The first was William Faulkner’s The Sound and the Fury. I read it as a freshman at Anderson College. The first sentence took my breath away: “Through the fence, between the curling flower spaces, I could see them hitting.” At that moment, all of the other books I had ever read, all blended together in a dim gray of sameness. Only by reading that book did I begin to understand the power of language and voice. It set me on a new path – as a reader and a writer.
The second book was Jon Clinch’s Finn, the retelling of Pap Finn, Huck Finn’s dad, a man, who in some ways, was a monster. But guess what? Jon Clinch made me fall in love with this monster. Made me inhabit this man, who was desperate for his father’s love and did awful things in his search. Talk about complexity of character. Soul-bearing here, I know – but I began seeing my own father differently after reading this book. My heart went out to him, and we got on an even level with each other. And thank God, because I lost my Dad this past June 29th.

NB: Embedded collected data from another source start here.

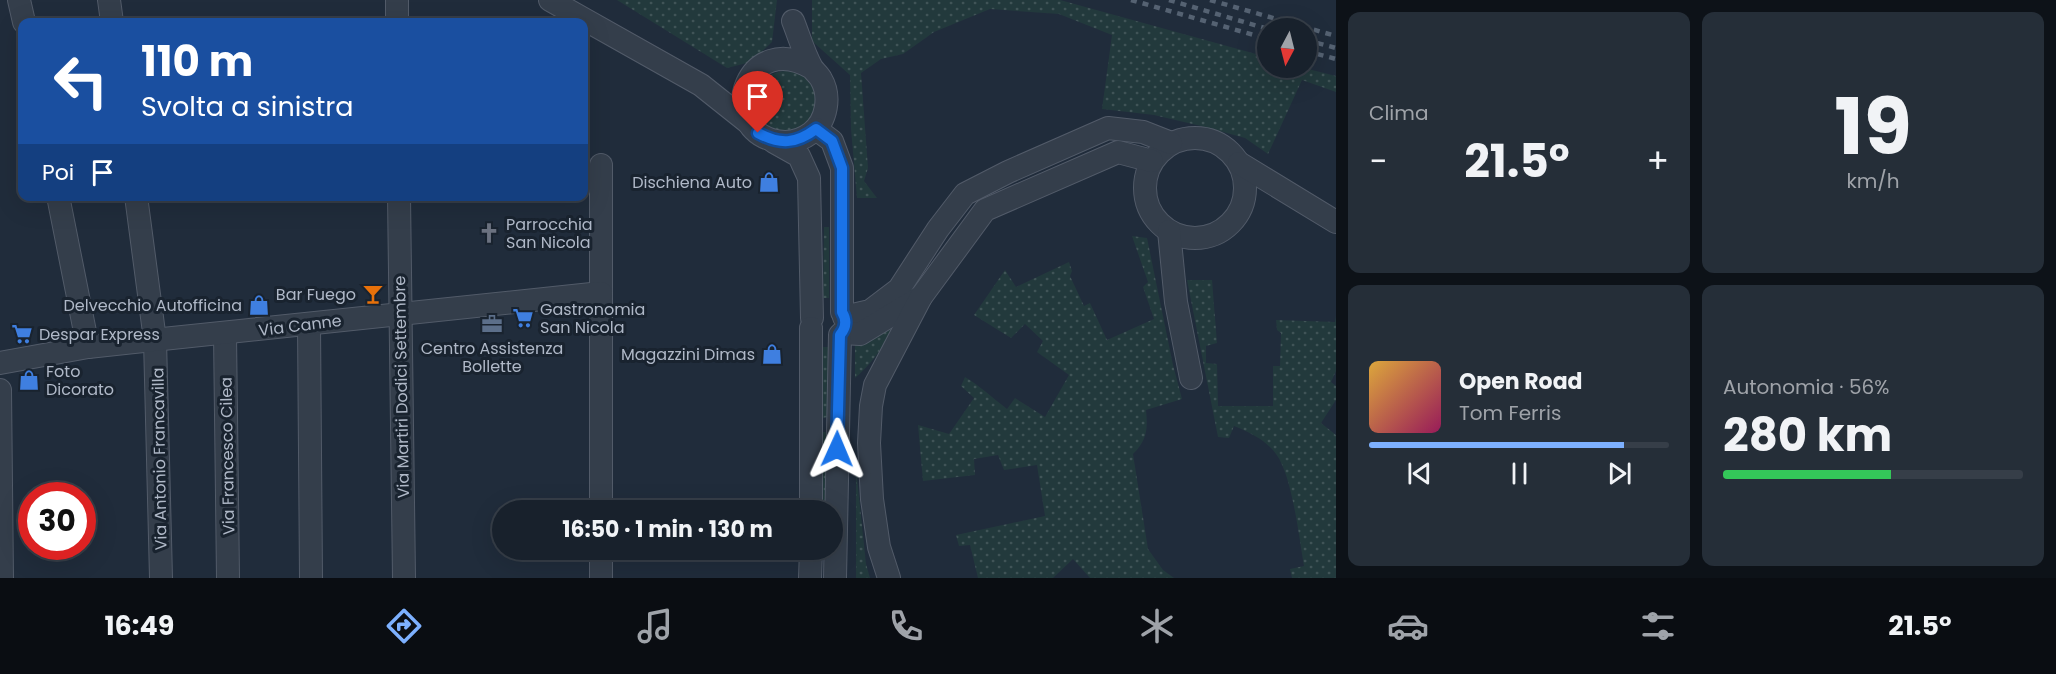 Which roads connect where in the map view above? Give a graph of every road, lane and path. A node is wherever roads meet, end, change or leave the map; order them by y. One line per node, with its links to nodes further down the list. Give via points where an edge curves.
1 (19, 0): 6 (street)
2 (109, 0): 7 (street)
3 (397, 0): 8 (street)
4 (550, 0): 9 (street)
5 (792, 10): 11 (street); 12 (street)
6 (23, 18)
7 (111, 18)
8 (397, 18)
9 (582, 18)
10 (588, 22): 13 (street)
11 (787, 58): 12 (street); 14 (street, via 761,66)
12 (812, 68): 16 (street, via 826,91 825,111)
13 (701, 86): 14 (street); 15 (street)
14 (745, 87): 15 (street, via 742,100)
15 (750, 124): 17 (street)
16 (816, 129): 17 (street, via 794,141); 31 (street, via 832,141 842,168)
17 (769, 139): 30 (street, via 799,156 809,178)
18 (1171, 143): 19 (street); 20 (street, via 1202,137 1230,151); 31 (street, via 1143,132 1108,128 965,194 899,289 870,311)
19 (1152, 161): 26 (street, via 1146,172 1146,199 1150,212); 28 (street, via 1118,152 985,210)
20 (1239, 163): 25 (street); 26 (street, via 1245,195 1230,224 1201,238)
21 (601, 165): 27 (street)
22 (59, 201): 35 (street)
23 (137, 201): 34 (street, Via Antonio Francavilla)
24 (399, 201): 29 (street, Via Martiri Dodici Settembre)
25 (1336, 222)
26 (1169, 231): 37 (street, via 1176,302)
27 (601, 293): 29 (street, Via Canne); 41 (street)
28 (921, 297): 31 (street, via 860,334); 38 (street)
29 (400, 313): 32 (street, Via Canne); 49 (street, Via Martiri Dodici Settembre)
30 (812, 323): 31 (street, via 816,310 834,307); 42 (street)
31 (842, 324): 40 (street)
32 (309, 325): 33 (street, Via Canne); 48 (street)
33 (225, 334): 34 (street, Via Canne); 47 (street, Via Francesco Cilea)
34 (155, 340): 35 (street, Via Canne); 46 (street, Via Antonio Francavilla)
35 (88, 347): 36 (street, Via Canne)
36 (0, 363)
37 (1191, 378)
38 (875, 385): 40 (street); 53 (street, via 869,443 872,499 879,547)
39 (0, 390): 45 (street)
40 (839, 400): 52 (street)
41 (601, 500)
42 (811, 500)
43 (601, 560): 50 (street)
44 (810, 560): 51 (street)
45 (2, 578)
46 (161, 578)
47 (228, 578)
48 (311, 578)
49 (404, 578)
50 (601, 578)
51 (810, 578)
52 (835, 578)
53 (890, 578)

I have three sons, two with special needs who are confined to wheelchairs. We moved from Austin, Texas to Asheville, North Carolina in 2005 because they were experiencing serious health problems, and the mountain air was better for their lungs. I didn’t know many people, and unsure what to do with my time, I started taking one of my special boys for a long walk downtown each day. We would always stop at the old Woolworth five-and-dime, which had been converted into an art space and had an old-fashioned soda fountain. Then I would push them up the block to Malaprops Bookstore. My son Marshall, especially, loved Malaprops. Marshall can’t talk or hold things in his hands, but he’s very bright. We would sit in that wonderful, comfortable store for hours, while I read him poetry, short stories and magazine articles, and he would tap his heels with excitement, his way of expressing joy. I’m not sure I bought anything in those first fifty or sixty visits. I can’t remember talking to anyone. I’m sure the staff would have talked with me if I had wanted them to, but somehow they sensed—even if I didn’t quite understand it myself—that I needed some space to sit, relax and adjust to my new life. I’m a regular customer now, in both senses of the word, and I often meet friends there for conversation and hot tea. Malaprops is everything a bookstore should be, from their passionately knowledgeable staff to their local author promotions and community events. There are thousands in Asheville who agree with Marshall and me that the store is the heart of our city. Asheville wouldn’t be the same without Malaprops. But it’s those first months that still stand out for me, when I was tired, unsure, and looking for a home, and I found it in the warmth and comfort of the space between the books.
What I’m Reading Now...
Darktown by Thomas Mullen. Set in 1948, this history-based mystery follows Atlanta’s first black policemen as they try to solve a murder most of their white counterparts would rather ignore. It’s easy to read, despite touching on hard truths, because it’s so well written. And such great characters! Mullen entertains, without flinching from the darker parts of our shared past.
Just Mercy by Bryan Stevenson. It’s impossible to read the story of Walter McMillan, an innocent man who spent years on death row in Alabama, and not be moved. The woman in the chapter “The Stonecatcher’s Song of Sorrow” left me in tears, but the good kind that make you want to jump up, run outside and embrace life.
Pure Heart by Troy Ball. Well, you asked, so I’m taking the question literally! It was so much work getting the book ready for publication that some important things fell through the cracks without me even realizing it. Then, over the Christmas holidays, my son Marshall asked me—he “speaks” by touching letters in a board—to read the book to him. We have been sitting together every morning, as I slowly read him a chapter at a time. It is such a gift to see a story through someone else’s eyes, even when it is your own. Or maybe especially when it is your own. I love you Marshall, Coulton, Luke and Charlie. You are my wonder boys.